RECORDS TO PROCESS
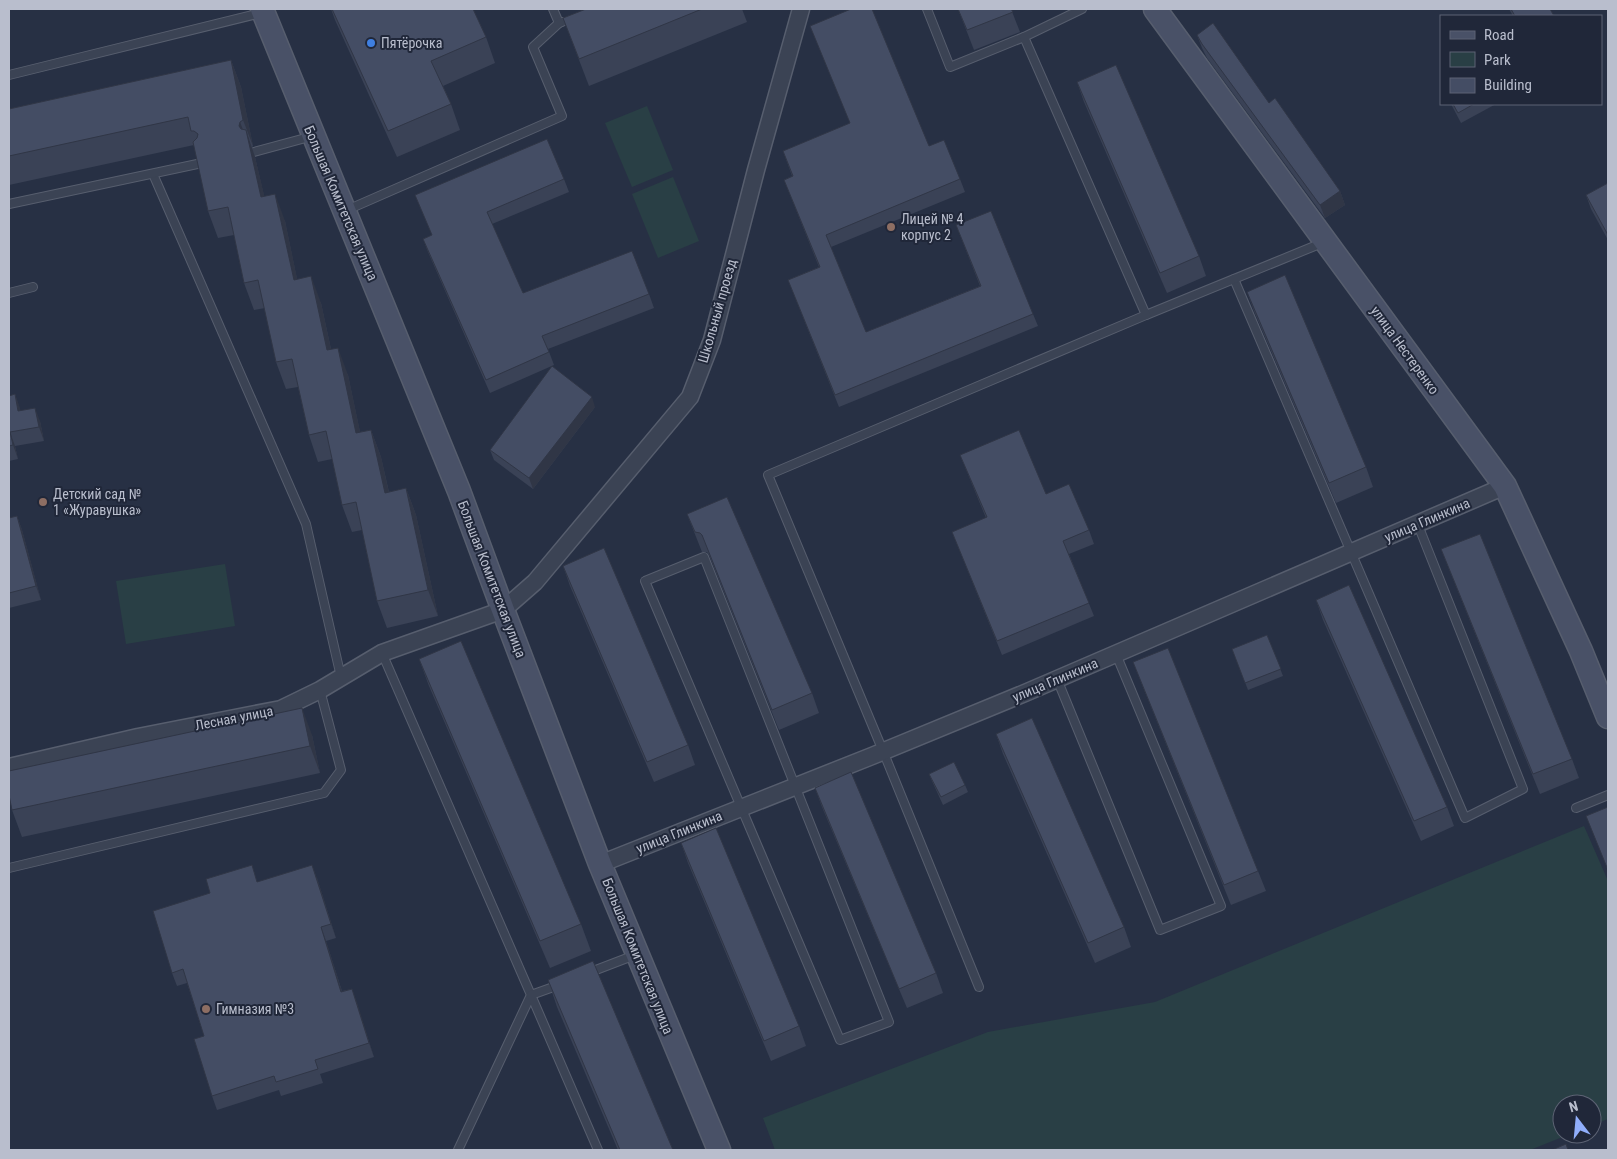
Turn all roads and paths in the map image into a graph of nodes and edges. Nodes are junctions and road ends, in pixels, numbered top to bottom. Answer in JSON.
{"nodes":[{"id":1,"x":553,"y":9,"type":"edge"},
{"id":2,"x":802,"y":9,"type":"edge"},
{"id":3,"x":927,"y":9,"type":"edge"},
{"id":4,"x":1082,"y":9,"type":"edge"},
{"id":5,"x":1155,"y":9,"type":"edge"},
{"id":6,"x":262,"y":10,"type":"edge"},
{"id":7,"x":568,"y":19,"type":"edge"},
{"id":8,"x":559,"y":23,"type":"junction"},
{"id":9,"x":1024,"y":37,"type":"junction"},
{"id":10,"x":9,"y":75,"type":"edge"},
{"id":11,"x":313,"y":136,"type":"junction"},
{"id":12,"x":254,"y":152,"type":"dead end"},
{"id":13,"x":202,"y":163,"type":"edge"},
{"id":14,"x":153,"y":174,"type":"junction"},
{"id":15,"x":9,"y":204,"type":"edge"},
{"id":16,"x":346,"y":211,"type":"junction"},
{"id":17,"x":1326,"y":242,"type":"junction"},
{"id":18,"x":1234,"y":280,"type":"junction"},
{"id":19,"x":33,"y":287,"type":"dead end"},
{"id":20,"x":9,"y":293,"type":"edge"},
{"id":21,"x":1146,"y":315,"type":"junction"},
{"id":22,"x":1505,"y":486,"type":"junction"},
{"id":23,"x":1418,"y":524,"type":"junction"},
{"id":24,"x":1352,"y":552,"type":"junction"},
{"id":25,"x":503,"y":610,"type":"junction"},
{"id":26,"x":382,"y":653,"type":"junction"},
{"id":27,"x":1116,"y":654,"type":"junction"},
{"id":28,"x":341,"y":676,"type":"junction"},
{"id":29,"x":1057,"y":679,"type":"junction"},
{"id":30,"x":320,"y":690,"type":"junction"},
{"id":31,"x":1608,"y":718,"type":"edge"},
{"id":32,"x":883,"y":751,"type":"junction"},
{"id":33,"x":9,"y":767,"type":"edge"},
{"id":34,"x":795,"y":786,"type":"junction"},
{"id":35,"x":1608,"y":795,"type":"edge"},
{"id":36,"x":741,"y":808,"type":"junction"},
{"id":37,"x":1576,"y":808,"type":"dead end"},
{"id":38,"x":600,"y":864,"type":"junction"},
{"id":39,"x":9,"y":868,"type":"edge"},
{"id":40,"x":637,"y":954,"type":"junction"},
{"id":41,"x":584,"y":975,"type":"edge"},
{"id":42,"x":566,"y":982,"type":"edge"},
{"id":43,"x":979,"y":986,"type":"dead end"},
{"id":44,"x":531,"y":995,"type":"junction"},
{"id":45,"x":458,"y":1150,"type":"edge"},
{"id":46,"x":598,"y":1150,"type":"edge"},
{"id":47,"x":719,"y":1150,"type":"edge"}],
"edges":[{"from":1,"to":8,"type":"lane"},
{"from":2,"to":25,"type":"street","name":"Школьный проезд"},
{"from":3,"to":9,"type":"lane"},
{"from":4,"to":9,"type":"lane"},
{"from":5,"to":17,"type":"street","name":"улица Нестеренко"},
{"from":6,"to":10,"type":"lane"},
{"from":6,"to":11,"type":"street","name":"Большая Комитетская улица"},
{"from":7,"to":8,"type":"lane"},
{"from":8,"to":16,"type":"lane"},
{"from":9,"to":21,"type":"lane"},
{"from":11,"to":12,"type":"lane"},
{"from":11,"to":16,"type":"street","name":"Большая Комитетская улица"},
{"from":13,"to":14,"type":"lane"},
{"from":14,"to":15,"type":"lane"},
{"from":14,"to":28,"type":"lane"},
{"from":16,"to":25,"type":"street","name":"Большая Комитетская улица"},
{"from":17,"to":18,"type":"lane"},
{"from":17,"to":22,"type":"street","name":"улица Нестеренко"},
{"from":18,"to":21,"type":"lane"},
{"from":18,"to":24,"type":"lane"},
{"from":19,"to":20,"type":"lane"},
{"from":21,"to":32,"type":"lane"},
{"from":22,"to":23,"type":"street","name":"улица Глинкина"},
{"from":22,"to":31,"type":"street","name":"улица Нестеренко"},
{"from":23,"to":24,"type":"street","name":"улица Глинкина"},
{"from":23,"to":24,"type":"lane"},
{"from":24,"to":27,"type":"street","name":"улица Глинкина"},
{"from":25,"to":26,"type":"street","name":"Лесная улица"},
{"from":25,"to":38,"type":"street","name":"Большая Комитетская улица"},
{"from":26,"to":28,"type":"street","name":"Лесная улица"},
{"from":26,"to":44,"type":"lane"},
{"from":27,"to":29,"type":"street","name":"улица Глинкина"},
{"from":27,"to":29,"type":"lane"},
{"from":28,"to":30,"type":"street","name":"Лесная улица"},
{"from":29,"to":32,"type":"street","name":"улица Глинкина"},
{"from":30,"to":33,"type":"street","name":"Лесная улица"},
{"from":30,"to":39,"type":"lane"},
{"from":32,"to":34,"type":"street","name":"улица Глинкина"},
{"from":32,"to":43,"type":"lane"},
{"from":34,"to":36,"type":"street","name":"улица Глинкина"},
{"from":34,"to":36,"type":"lane"},
{"from":34,"to":36,"type":"lane"},
{"from":35,"to":37,"type":"lane"},
{"from":36,"to":38,"type":"street","name":"улица Глинкина"},
{"from":38,"to":40,"type":"street","name":"Большая Комитетская улица"},
{"from":40,"to":41,"type":"lane"},
{"from":40,"to":47,"type":"street","name":"Большая Комитетская улица"},
{"from":42,"to":44,"type":"lane"},
{"from":44,"to":45,"type":"lane"},
{"from":44,"to":46,"type":"lane"}]}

WHAT NEEDS TO BE DONE
Please count how many lines in the preceding records hold the word "dead", then give only that number.

REPLY
4